The translation into a graph happens as follows:
- Every node in the graph is first represented as a vector. For example, the node can be atomic charge
- Then, every node is made to pass on its current vector value to its neighbours.
- An update function then generates a new vector value based on previous steps.
- This process is then repeated until all of the nodes are summarized into a single vector by summing or averaging
- This single vector represents a molecule, which is then passed into a fully connected network
The fully connected network gives an output that contains the prediction of molecules and their odour as provided by perfume experts.

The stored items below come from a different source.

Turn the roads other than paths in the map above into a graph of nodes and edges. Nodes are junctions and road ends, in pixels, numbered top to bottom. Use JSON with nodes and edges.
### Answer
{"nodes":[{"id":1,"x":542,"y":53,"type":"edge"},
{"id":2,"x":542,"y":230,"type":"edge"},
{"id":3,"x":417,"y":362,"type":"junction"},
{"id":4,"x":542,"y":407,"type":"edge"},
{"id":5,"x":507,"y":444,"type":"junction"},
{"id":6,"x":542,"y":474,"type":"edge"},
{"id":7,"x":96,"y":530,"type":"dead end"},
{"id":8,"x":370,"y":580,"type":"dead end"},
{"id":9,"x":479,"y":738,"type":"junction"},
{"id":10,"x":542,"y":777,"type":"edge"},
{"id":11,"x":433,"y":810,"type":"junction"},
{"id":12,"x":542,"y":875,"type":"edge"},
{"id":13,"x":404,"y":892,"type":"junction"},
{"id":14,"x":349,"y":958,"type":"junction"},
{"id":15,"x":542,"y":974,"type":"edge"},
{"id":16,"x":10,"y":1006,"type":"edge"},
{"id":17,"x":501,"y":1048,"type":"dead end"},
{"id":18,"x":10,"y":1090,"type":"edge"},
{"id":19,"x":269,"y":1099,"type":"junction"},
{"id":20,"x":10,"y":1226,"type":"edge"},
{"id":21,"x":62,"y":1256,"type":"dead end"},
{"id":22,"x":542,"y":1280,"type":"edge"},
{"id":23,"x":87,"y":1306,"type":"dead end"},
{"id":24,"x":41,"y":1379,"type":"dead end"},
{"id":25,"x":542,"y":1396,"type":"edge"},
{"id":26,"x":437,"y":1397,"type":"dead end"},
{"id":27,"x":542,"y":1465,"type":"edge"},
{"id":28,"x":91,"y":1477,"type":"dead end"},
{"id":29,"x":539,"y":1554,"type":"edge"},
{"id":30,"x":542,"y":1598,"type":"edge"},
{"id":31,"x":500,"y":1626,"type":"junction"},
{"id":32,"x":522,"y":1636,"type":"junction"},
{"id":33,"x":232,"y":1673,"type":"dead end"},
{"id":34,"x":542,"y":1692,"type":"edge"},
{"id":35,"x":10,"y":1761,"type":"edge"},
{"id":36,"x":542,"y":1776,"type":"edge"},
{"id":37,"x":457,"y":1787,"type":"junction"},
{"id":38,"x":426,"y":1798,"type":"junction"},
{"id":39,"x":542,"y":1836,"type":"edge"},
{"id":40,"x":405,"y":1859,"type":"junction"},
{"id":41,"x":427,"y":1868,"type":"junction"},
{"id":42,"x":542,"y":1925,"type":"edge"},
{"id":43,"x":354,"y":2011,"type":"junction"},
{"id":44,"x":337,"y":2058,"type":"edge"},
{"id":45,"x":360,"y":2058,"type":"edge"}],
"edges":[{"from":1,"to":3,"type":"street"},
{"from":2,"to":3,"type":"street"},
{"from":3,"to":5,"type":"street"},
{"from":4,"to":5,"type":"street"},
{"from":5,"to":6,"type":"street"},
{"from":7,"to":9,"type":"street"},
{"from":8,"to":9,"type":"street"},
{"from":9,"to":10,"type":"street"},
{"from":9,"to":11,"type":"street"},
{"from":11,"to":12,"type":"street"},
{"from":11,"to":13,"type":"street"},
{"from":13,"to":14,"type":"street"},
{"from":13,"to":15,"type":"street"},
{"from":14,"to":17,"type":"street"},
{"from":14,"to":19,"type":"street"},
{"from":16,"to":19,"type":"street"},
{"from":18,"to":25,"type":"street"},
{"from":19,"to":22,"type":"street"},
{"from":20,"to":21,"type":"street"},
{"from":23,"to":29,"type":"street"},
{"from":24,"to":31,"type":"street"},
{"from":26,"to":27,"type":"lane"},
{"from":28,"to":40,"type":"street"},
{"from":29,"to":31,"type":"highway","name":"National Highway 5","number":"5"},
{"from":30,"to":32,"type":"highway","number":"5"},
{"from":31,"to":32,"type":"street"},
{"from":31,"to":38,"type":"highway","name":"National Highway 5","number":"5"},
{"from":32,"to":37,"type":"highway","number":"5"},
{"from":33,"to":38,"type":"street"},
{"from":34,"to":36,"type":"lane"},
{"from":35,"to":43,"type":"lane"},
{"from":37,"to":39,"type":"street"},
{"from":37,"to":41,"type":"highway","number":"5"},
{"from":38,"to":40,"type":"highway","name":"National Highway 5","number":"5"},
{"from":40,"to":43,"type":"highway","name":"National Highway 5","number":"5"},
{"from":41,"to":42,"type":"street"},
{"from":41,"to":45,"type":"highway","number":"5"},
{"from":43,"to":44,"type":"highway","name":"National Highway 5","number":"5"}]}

Researchers have also found that the learned embeddings from graph neural networks capture a meaningful odour space representation of the underlying relationship between structure and odour, as demonstrated by a strong performance on two challenging transfer learning tasks.
Future Direction
Understanding the functioning of olfactory sensory reception in itself is an exciting domain. Odour perception in humans is believed to be the result of the activation of 300-400 different types of olfactory receptors, expressed in millions of olfactory sensory neurons, embedded in a small patch of tissue called the olfactory epithelium.
An aroma invokes many memories. Every fragrance is associated with memory. So it can be safely assumed that deciphering the inner workings of odour-memory association work can uncover the workings of memory itself.
From sniffer dogs in airports to wine connoisseurs, the sense of smell permeates into many real-world applications. Since every living and non-living thing can be melted down to the rubrics of chemistry, the use of machine learning for the same might unveil many intricacies of life.